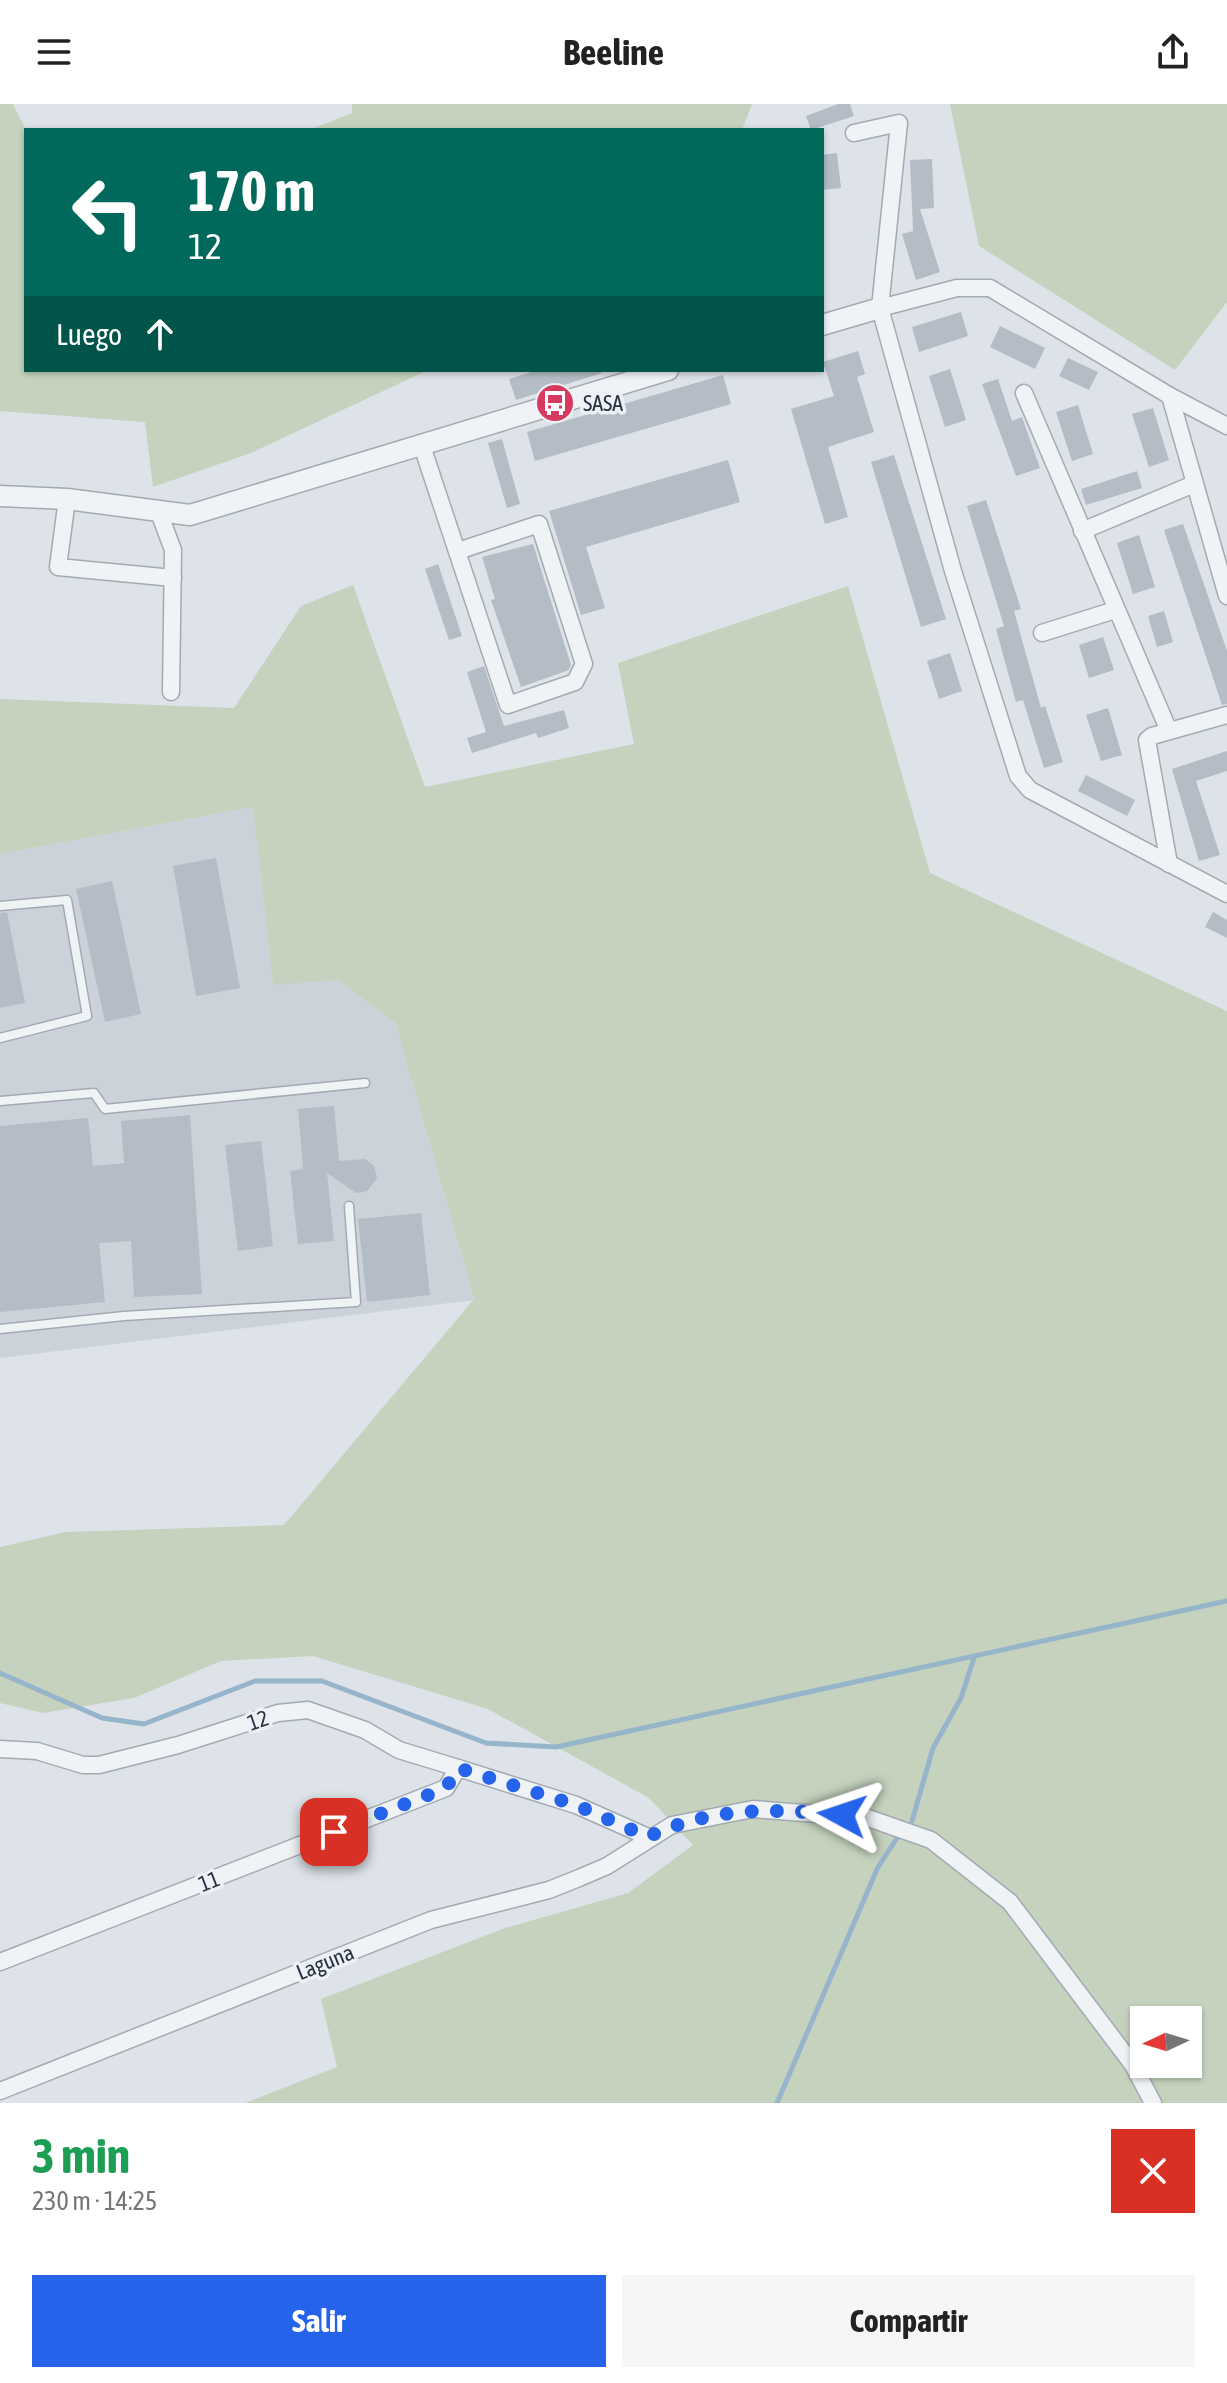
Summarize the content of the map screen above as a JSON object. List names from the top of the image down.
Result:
{
  "streets": {
    "street": ["12", "11", "Laguna"]
  },
  "crossings": [
    ["12", "11"],
    ["12", "Laguna"]
  ],
  "places": {
    "bus stop": ["SASA"]
  },
  "north": "left",
  "page": {
    "header": "Beeline",
    "turn": ["170 m", "12"],
    "then": "Luego",
    "heading": ["3 min", "230 m · 14:25"],
    "buttons": ["Salir", "Compartir"]
  }
}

EXERCISE REQUIREMENTS
Extract all the entries word for word; omit any pictures.

TASK RESPONSE
Summarize the content of the map screen above as a JSON object. List names from the top of the image down.
Result:
{
  "streets": {
    "street": ["12", "11", "Laguna"]
  },
  "crossings": [
    ["12", "11"],
    ["12", "Laguna"]
  ],
  "places": {
    "bus stop": ["SASA"]
  },
  "north": "left",
  "page": {
    "header": "Beeline",
    "turn": ["170 m", "12"],
    "then": "Luego",
    "heading": ["3 min", "230 m · 14:25"],
    "buttons": ["Salir", "Compartir"]
  }
}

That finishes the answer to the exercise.